**Entries provided**.
^^^^^^^^
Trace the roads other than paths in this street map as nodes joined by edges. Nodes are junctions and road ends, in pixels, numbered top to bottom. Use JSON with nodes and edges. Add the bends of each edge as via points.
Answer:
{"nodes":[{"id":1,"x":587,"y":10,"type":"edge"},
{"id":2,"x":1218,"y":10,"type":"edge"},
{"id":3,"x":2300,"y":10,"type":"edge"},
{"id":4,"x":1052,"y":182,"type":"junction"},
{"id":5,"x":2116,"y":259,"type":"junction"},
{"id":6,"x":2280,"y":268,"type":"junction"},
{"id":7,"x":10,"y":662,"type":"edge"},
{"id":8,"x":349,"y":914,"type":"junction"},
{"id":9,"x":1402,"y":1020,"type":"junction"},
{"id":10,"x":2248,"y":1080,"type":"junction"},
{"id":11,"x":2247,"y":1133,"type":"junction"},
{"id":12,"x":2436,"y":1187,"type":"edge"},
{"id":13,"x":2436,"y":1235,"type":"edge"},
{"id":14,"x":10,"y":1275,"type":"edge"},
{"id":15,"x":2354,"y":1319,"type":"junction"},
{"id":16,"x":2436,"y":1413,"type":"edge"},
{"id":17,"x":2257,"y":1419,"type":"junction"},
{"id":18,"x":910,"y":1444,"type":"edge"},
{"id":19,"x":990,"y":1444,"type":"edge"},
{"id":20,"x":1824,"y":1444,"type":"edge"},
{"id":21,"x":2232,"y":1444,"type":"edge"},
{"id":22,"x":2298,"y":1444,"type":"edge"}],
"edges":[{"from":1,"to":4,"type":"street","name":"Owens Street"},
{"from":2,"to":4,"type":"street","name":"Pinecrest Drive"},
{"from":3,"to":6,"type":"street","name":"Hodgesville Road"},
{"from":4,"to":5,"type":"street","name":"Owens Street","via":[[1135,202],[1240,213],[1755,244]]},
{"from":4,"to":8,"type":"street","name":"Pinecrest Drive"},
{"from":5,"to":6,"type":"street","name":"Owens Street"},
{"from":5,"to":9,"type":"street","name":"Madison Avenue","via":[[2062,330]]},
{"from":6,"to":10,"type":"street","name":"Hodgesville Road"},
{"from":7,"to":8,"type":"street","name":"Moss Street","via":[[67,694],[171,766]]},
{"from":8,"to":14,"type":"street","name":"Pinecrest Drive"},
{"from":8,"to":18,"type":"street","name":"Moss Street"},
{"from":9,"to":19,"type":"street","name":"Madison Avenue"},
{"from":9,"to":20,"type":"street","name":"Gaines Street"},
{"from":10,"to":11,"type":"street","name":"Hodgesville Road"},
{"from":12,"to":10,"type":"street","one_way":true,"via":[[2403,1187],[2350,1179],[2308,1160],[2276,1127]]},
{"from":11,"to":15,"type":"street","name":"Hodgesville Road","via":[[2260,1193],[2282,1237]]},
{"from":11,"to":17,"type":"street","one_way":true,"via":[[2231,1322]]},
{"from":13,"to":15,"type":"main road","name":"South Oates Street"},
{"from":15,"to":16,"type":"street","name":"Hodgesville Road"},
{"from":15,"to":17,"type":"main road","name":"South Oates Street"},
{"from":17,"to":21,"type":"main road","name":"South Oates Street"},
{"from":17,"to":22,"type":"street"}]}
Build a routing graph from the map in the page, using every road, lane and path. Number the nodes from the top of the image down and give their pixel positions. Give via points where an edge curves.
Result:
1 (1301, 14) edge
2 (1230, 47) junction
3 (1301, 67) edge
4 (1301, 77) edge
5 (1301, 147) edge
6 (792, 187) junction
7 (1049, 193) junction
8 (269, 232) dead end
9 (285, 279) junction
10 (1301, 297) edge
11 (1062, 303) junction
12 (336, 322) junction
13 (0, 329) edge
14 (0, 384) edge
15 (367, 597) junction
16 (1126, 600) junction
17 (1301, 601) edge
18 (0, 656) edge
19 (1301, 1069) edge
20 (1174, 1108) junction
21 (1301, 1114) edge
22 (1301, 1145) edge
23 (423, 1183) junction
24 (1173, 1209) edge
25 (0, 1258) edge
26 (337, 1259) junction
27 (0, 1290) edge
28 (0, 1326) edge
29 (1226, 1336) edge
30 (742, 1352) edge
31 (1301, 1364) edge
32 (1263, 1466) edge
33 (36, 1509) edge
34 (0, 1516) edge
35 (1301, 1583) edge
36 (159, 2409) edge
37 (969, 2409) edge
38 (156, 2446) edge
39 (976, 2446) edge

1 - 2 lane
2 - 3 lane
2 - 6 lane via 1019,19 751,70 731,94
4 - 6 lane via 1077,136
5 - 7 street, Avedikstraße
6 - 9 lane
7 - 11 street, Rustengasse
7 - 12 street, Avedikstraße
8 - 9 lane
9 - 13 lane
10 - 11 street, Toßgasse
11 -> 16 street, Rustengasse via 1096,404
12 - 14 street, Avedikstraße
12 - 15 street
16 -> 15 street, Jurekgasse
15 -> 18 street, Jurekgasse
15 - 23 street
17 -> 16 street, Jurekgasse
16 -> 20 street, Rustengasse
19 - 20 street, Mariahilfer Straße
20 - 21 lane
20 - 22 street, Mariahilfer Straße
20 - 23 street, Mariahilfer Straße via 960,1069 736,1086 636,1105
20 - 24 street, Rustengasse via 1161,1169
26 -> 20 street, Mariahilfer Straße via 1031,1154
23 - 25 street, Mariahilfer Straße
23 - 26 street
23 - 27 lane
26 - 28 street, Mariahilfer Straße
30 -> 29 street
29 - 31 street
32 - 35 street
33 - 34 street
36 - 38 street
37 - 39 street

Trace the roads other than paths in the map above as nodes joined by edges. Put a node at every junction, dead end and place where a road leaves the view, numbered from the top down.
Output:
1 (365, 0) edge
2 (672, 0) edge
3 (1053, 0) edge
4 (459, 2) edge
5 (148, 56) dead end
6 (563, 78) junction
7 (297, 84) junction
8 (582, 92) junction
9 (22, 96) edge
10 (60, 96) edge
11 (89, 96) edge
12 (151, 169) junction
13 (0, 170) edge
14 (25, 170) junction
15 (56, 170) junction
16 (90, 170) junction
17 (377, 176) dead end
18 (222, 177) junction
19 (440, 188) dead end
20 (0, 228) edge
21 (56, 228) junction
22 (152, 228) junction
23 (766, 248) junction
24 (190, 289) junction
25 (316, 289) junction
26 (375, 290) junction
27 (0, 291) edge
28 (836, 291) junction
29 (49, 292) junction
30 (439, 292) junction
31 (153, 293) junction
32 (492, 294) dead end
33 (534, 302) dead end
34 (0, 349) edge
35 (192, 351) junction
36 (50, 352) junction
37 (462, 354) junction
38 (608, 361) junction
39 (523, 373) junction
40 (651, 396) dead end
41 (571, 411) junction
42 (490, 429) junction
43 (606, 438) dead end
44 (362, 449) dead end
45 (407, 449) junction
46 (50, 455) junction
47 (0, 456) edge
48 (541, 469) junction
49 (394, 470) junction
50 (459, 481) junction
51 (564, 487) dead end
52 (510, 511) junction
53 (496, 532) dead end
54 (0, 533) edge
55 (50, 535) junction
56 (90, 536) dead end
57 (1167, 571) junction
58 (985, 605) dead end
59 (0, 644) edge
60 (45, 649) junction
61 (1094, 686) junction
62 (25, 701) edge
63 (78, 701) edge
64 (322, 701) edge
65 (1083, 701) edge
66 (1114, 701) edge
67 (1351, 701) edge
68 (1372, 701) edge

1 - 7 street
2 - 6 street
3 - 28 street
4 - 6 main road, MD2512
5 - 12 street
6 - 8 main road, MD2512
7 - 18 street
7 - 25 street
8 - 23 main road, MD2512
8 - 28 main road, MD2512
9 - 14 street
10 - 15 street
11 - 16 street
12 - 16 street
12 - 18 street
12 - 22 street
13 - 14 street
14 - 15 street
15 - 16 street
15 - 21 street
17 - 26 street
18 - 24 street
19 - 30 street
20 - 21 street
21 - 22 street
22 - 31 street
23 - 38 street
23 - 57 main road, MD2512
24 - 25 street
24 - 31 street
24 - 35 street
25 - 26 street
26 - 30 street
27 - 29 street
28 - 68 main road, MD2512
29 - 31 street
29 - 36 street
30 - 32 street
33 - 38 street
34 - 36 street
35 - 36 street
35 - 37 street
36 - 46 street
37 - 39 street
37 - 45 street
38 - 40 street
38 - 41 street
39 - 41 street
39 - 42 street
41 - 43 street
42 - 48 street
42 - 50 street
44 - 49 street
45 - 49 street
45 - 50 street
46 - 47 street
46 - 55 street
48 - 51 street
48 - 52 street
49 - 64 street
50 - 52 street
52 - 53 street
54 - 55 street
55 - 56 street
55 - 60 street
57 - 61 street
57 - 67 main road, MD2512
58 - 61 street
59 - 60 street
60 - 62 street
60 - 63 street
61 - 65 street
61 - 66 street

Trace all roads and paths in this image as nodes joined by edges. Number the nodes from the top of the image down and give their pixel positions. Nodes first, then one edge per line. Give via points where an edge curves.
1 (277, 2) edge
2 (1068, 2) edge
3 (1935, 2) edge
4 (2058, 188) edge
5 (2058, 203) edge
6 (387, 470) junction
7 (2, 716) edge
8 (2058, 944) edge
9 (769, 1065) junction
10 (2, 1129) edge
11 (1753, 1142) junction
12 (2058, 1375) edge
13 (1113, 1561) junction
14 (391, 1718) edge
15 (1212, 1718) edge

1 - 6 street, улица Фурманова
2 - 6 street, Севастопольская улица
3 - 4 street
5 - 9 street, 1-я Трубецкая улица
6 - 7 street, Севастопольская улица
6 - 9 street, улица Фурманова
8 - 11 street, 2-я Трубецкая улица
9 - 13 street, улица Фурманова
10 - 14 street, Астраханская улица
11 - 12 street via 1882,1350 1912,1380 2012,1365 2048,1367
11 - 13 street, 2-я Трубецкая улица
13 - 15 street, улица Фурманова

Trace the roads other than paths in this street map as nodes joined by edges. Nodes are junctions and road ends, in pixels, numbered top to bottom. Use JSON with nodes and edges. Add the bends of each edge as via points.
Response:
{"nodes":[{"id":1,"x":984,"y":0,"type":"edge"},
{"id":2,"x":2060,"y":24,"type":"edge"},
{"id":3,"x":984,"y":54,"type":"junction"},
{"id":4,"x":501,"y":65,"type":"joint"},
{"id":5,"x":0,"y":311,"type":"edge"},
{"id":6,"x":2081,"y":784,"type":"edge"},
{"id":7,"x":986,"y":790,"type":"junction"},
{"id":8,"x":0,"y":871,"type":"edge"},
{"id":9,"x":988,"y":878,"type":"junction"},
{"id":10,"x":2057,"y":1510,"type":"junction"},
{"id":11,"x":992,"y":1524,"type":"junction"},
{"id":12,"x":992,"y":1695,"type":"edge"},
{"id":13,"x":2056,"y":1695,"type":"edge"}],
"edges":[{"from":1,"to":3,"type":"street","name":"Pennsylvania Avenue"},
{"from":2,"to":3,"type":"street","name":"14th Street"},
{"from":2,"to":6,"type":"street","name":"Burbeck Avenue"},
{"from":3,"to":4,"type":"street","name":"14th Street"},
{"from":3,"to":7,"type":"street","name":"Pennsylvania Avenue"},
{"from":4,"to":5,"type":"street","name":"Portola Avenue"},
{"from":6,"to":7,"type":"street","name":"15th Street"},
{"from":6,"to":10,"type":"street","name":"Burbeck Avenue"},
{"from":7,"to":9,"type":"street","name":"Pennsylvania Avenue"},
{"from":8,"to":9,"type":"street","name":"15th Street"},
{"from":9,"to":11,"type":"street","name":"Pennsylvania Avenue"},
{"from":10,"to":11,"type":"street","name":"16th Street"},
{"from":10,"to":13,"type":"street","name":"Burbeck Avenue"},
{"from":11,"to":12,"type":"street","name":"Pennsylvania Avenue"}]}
^^^^^^^^
**The task**. Within the data above, find the lines that contain the word "their" and copy each of them.

**Output for this exercise**.
Build a routing graph from the map in the page, using every road, lane and path. Number the nodes from the top of the image down and give their pixel positions. Give via points where an edge curves.
Trace all roads and paths in this image as nodes joined by edges. Number the nodes from the top of the image down and give their pixel positions. Nodes first, then one edge per line. Give via points where an edge curves.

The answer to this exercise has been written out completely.